Although the car is 70kg lighter than its Sport siblings, it hasn’t lost any off-road gubbins that can make it crawl, wade and scramble itself over the rough stuff with impeccable grace and aplomb. With permanent four-wheel drive, low range, and an electronically controlled multi-plate clutch in the centre differential, a quick twizzle of the terrain knob to one of the more extreme modes sees the SVR rise on its air springs (you try that, Mr X5M), display all kind of graphics about which axle you’re going to break first, and simply trudges its way down a slope thanks to Hill Descent. No slip, no fuss, just relentless composure.
But what about on track?
Well, aside from stiffer bushes on the subframe and a new system that replaces anti-roll bars with a hydraulic pump to control body roll, there’s actually very little new performance hardware in the SVR compared to the standard car. SVO has simply sharpened the performance by plugging in some laptops and turning the electronic components up to eleven.
The adaptive dampers are stiffer, the steering is heavier, the engine, gearbox and throttle have all been remapped, the electronic diff has been tightened up for track use and the torque vectoring function (which doesn’t transfer torque across the axle but brakes the inner wheel instead) has been honed.

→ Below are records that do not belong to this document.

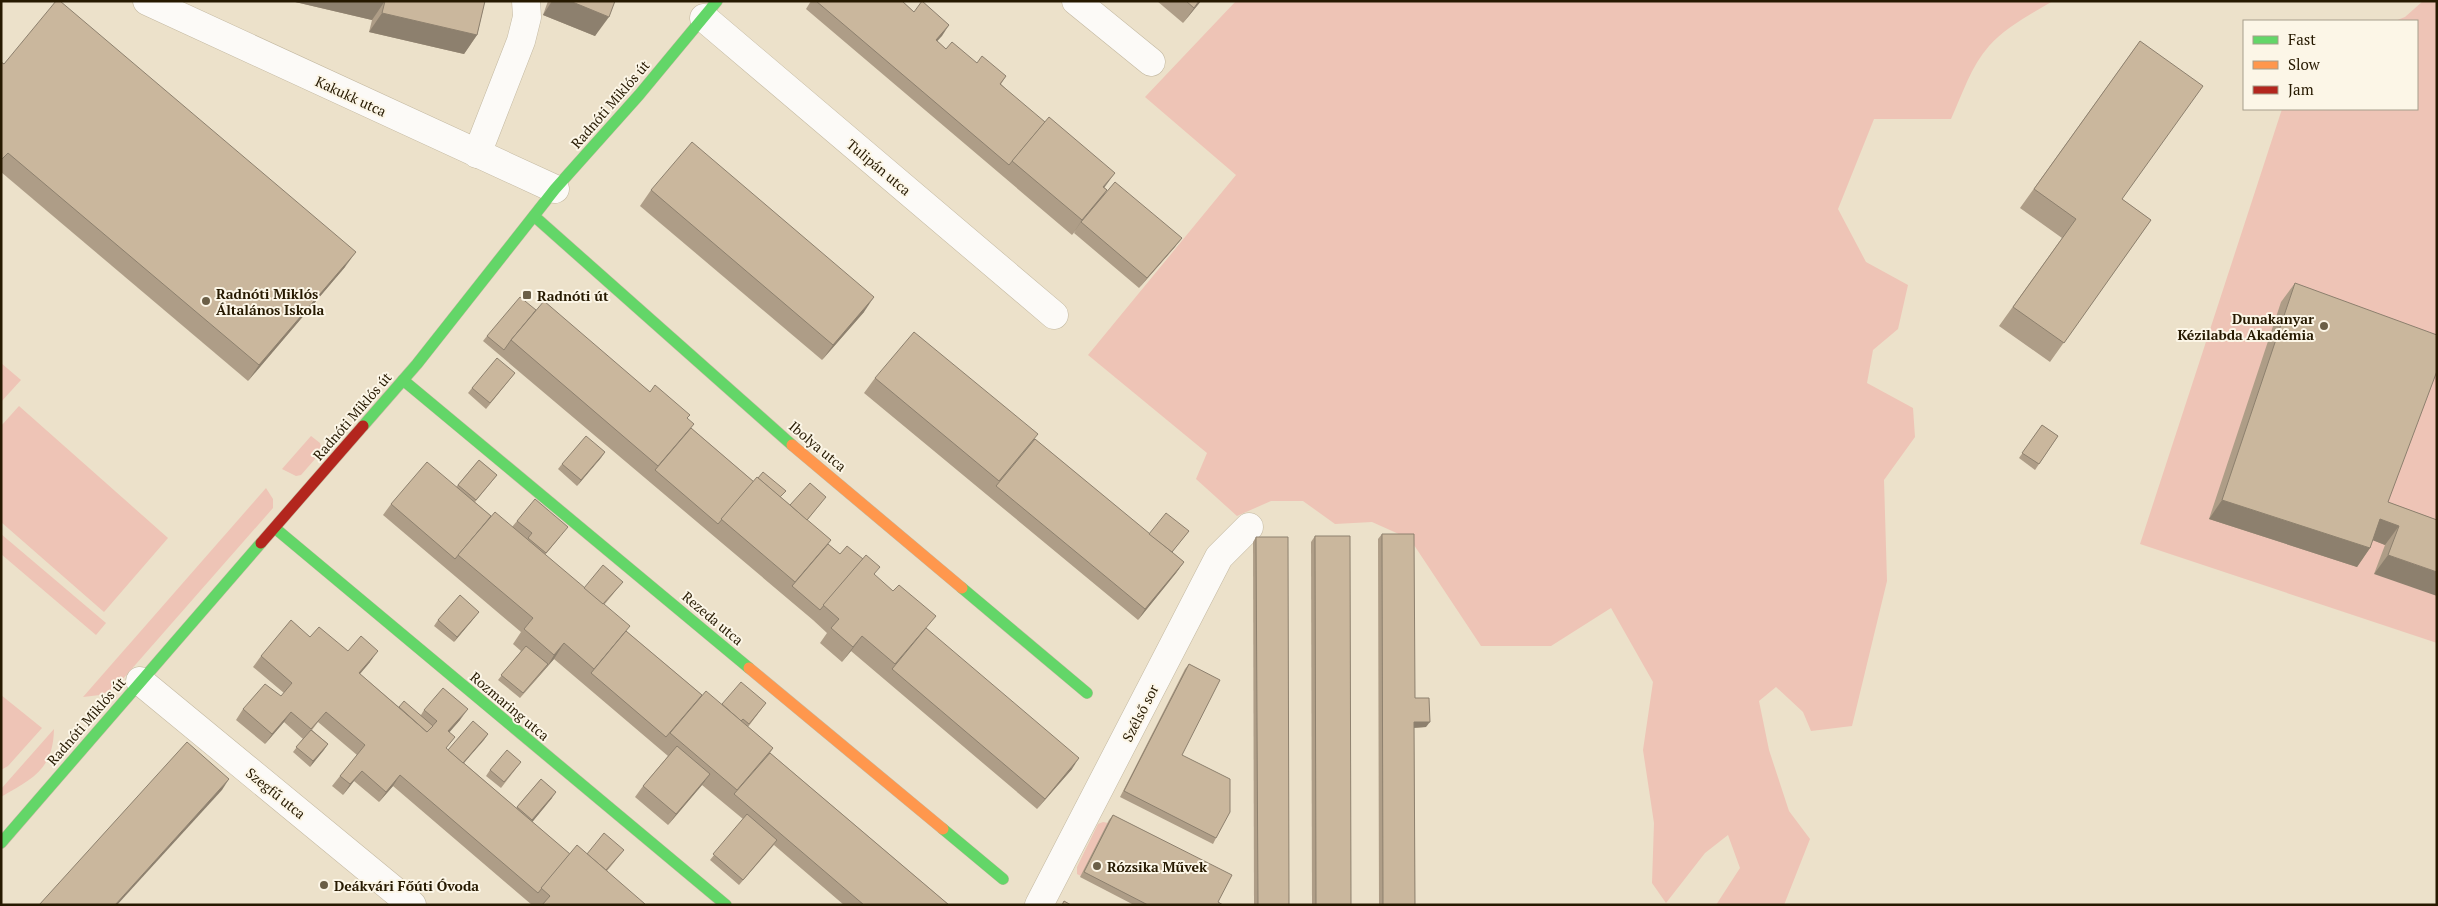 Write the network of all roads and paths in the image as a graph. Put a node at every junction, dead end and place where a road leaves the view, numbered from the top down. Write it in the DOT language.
graph roads {
  1 [pos="147,1"];
  2 [pos="526,1"];
  3 [pos="1076,1"];
  4 [pos="710,10"];
  5 [pos="1151,62"];
  6 [pos="477,154"];
  7 [pos="555,188"];
  8 [pos="534,216"];
  9 [pos="1054,315"];
  10 [pos="403,380"];
  11 [pos="1249,527"];
  12 [pos="276,529"];
  13 [pos="140,681"];
  14 [pos="1087,693"];
  15 [pos="28,812"];
  16 [pos="1,820"];
  17 [pos="1,843"];
  18 [pos="1003,879"];
  19 [pos="412,905"];
  20 [pos="726,905"];
  21 [pos="1039,905"];
  1 -- 6 [label="street, Kakukk utca"];
  2 -- 6 [label="street"];
  3 -- 5 [label="street"];
  4 -- 7 [label="street, Radnóti Miklós út"];
  4 -- 9 [label="street, Tulipán utca"];
  6 -- 7 [label="street, Kakukk utca"];
  7 -- 8 [label="street, Radnóti Miklós út"];
  8 -- 10 [label="street, Radnóti Miklós út"];
  8 -- 14 [label="street, Ibolya utca"];
  10 -- 12 [label="street, Radnóti Miklós út"];
  10 -- 18 [label="street, Rezeda utca"];
  11 -- 21 [label="street, Szélső sor"];
  12 -- 13 [label="street, Radnóti Miklós út"];
  12 -- 20 [label="street, Rozmaring utca"];
  13 -- 15 [label="street, Radnóti Miklós út"];
  13 -- 19 [label="street, Szegfű utca"];
  15 -- 16 [label="street"];
  15 -- 17 [label="street, Radnóti Miklós út"];
}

If you want proper track smarts, you need to spec the optional 22” performance Continental Conti Sport Contact 5 tyre for £2,400. This isn’t Land Rover’s preferred rubber, as it’s not so good off-road, so they’d rather keep you on the standard 21” wheel and tyre. But if going fast on road and track is your thing, tick that box. And when you turn up the heat on the five-litre V8 and really get it crackling, boy the big SVR can hustle its weight well.
As the man with sign-off on all JLR cars, Mike Cross knows a thing or two about how a car should handle. So as I witness him do a tidy lap of Rockingham’s handling circuit, it’s incredible how light on its feet the SVR feels. The roll isn’t half as drastic as you’d expect and it’s pretty evident that this thing has spent 5,000 miles being developed around the Nordschleife.
With the systems turned off, Mike stomps on the six-piston Brembo brakes and chucks the SVR into a damp corner, and initiating a monster skid. You can feel all the computer wizardry under your bottom as the power is transferred from each axle to get the best traction out of the corner. However Mike toys with it to provoke it into doing silly things.
The SVR takes eight laps of track punishment with ease. Yes, it feels heavy, but not at all lost. If you’ve got the budget, SVO will build you a track-only Range Rover: it’s a department open to any idea. But as a base car, the SVR is a fantastically characterful polymath. At £93,450 - a £12,000 premium on the ‘standard’ V8 - it’s not cheap, but this could quite possibly be the only car you ever need.